LISTED RECORDS
——————————

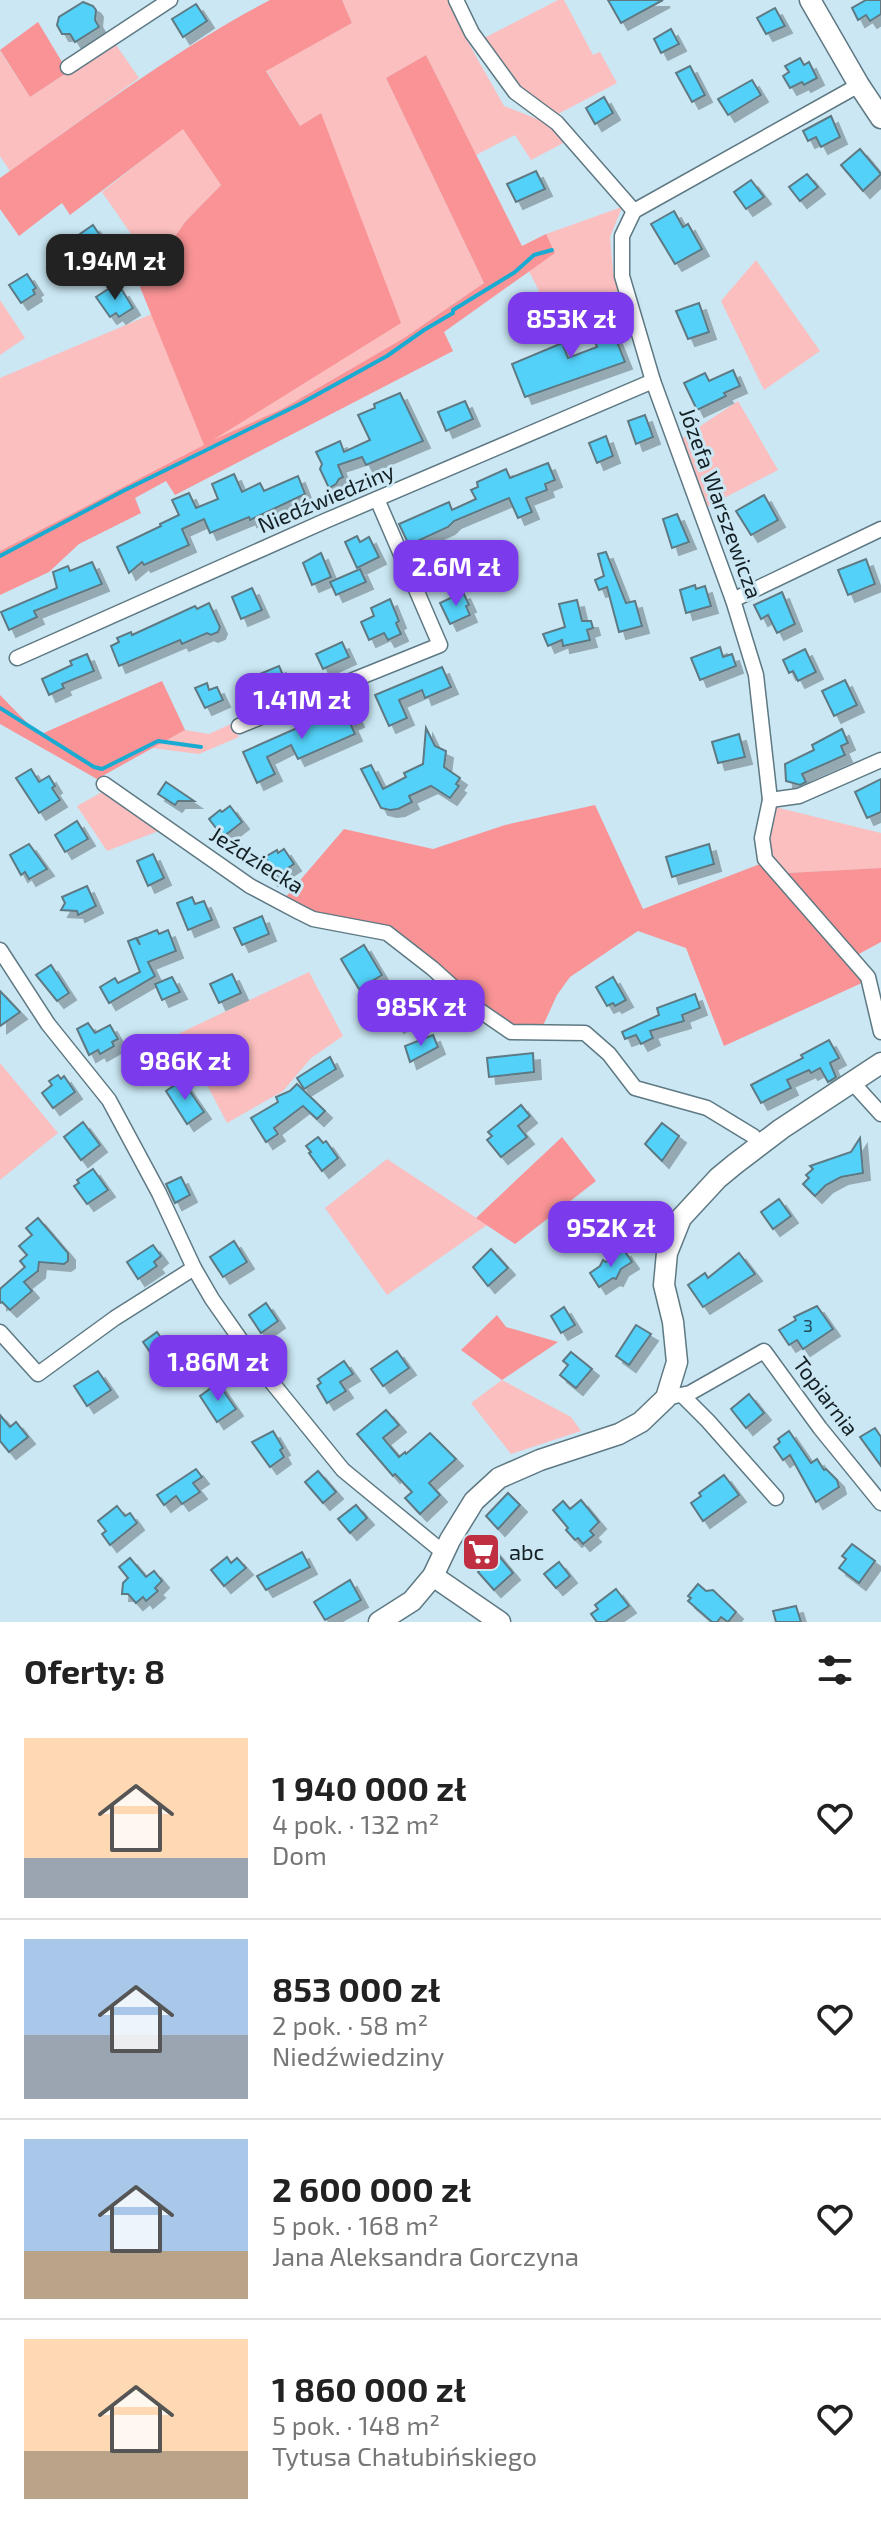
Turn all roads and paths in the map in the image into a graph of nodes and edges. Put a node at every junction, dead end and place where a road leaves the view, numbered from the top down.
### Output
1 (170, 0) edge
2 (456, 0) edge
3 (810, 0) edge
4 (68, 67) dead end
5 (859, 85) junction
6 (881, 118) edge
7 (634, 211) junction
8 (653, 381) junction
9 (377, 499) junction
10 (881, 529) edge
11 (733, 600) junction
12 (17, 658) dead end
13 (239, 726) dead end
14 (881, 760) edge
15 (104, 784) dead end
16 (770, 800) junction
17 (0, 950) edge
18 (881, 1032) edge
19 (881, 1063) edge
20 (852, 1082) junction
21 (881, 1114) edge
22 (761, 1145) junction
23 (194, 1268) junction
24 (0, 1332) edge
25 (674, 1396) junction
26 (776, 1498) dead end
27 (881, 1503) edge
28 (444, 1553) junction
29 (433, 1576) junction
30 (379, 1622) edge
31 (500, 1622) edge

1 - 4 street
2 - 7 street
3 - 5 street
5 - 6 street
5 - 7 street
7 - 8 street, Józefa Warszewicza
8 - 9 street, Niedźwiedziny
8 - 11 street, Józefa Warszewicza
9 - 12 street, Niedźwiedziny
9 - 13 street
10 - 11 street
11 - 16 street, Józefa Warszewicza
14 - 16 street
15 - 22 street, Jeździecka
16 - 18 street, Józefa Warszewicza
17 - 23 street
19 - 20 street
20 - 21 street
20 - 22 street
22 - 25 street
23 - 24 street
23 - 28 street
25 - 26 street
25 - 27 street, Topiarnia
25 - 28 street
28 - 29 street
29 - 30 street
29 - 31 street

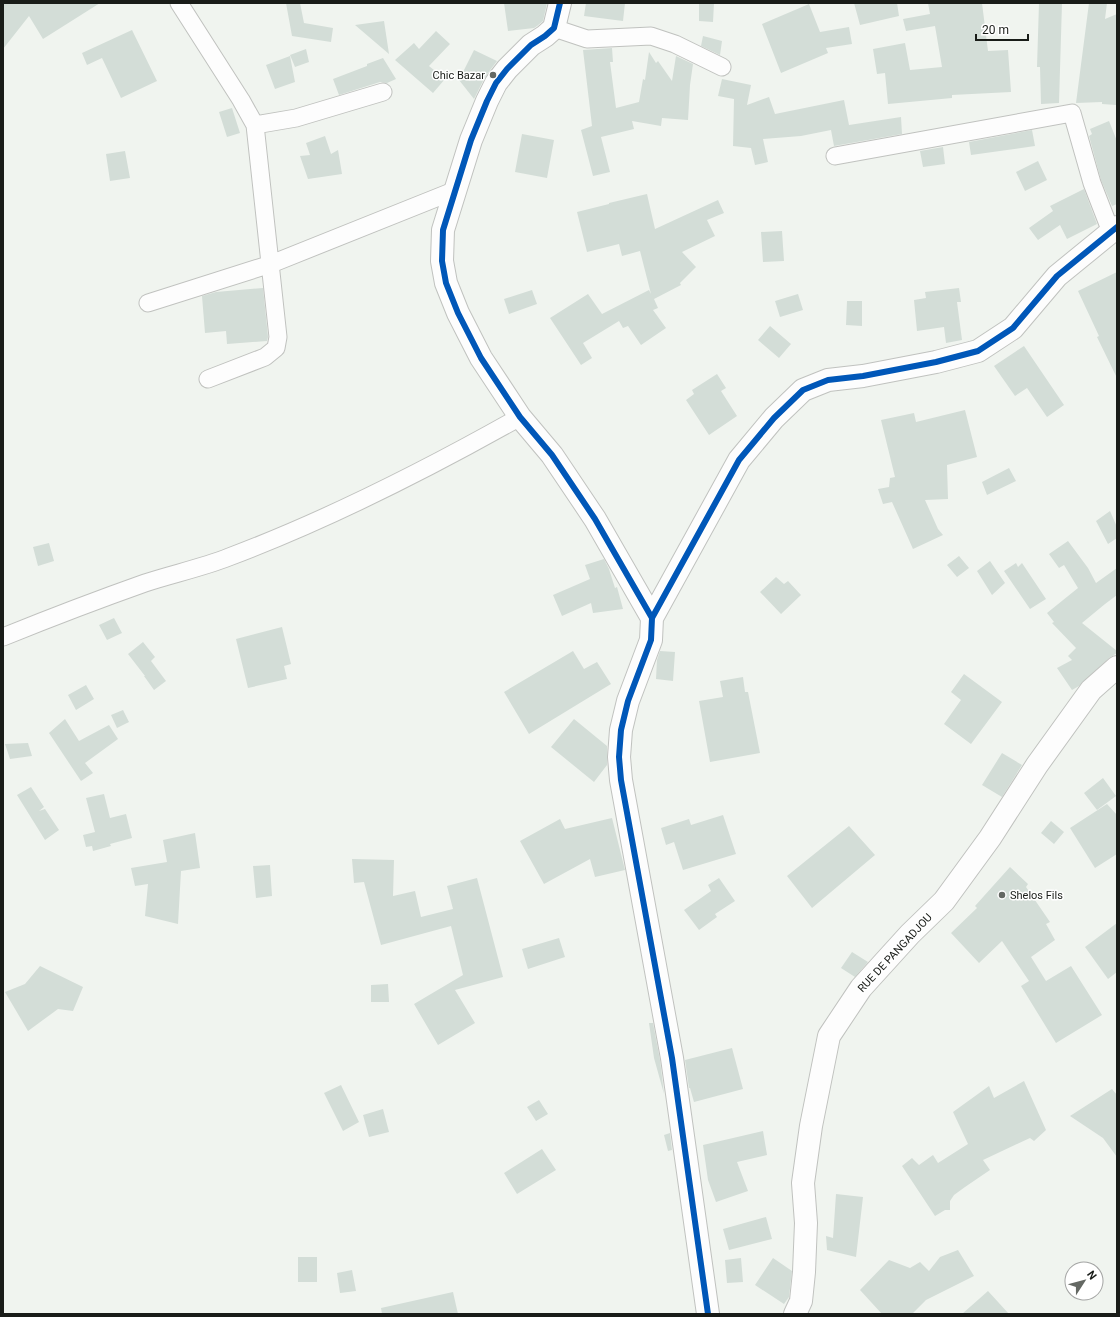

——————————

HOW TO COMPLETE THIS TASK
Each line of the material above that contains the word "Józefa" counts once; report the total and nothing else.

WRITTEN RESPONSE
4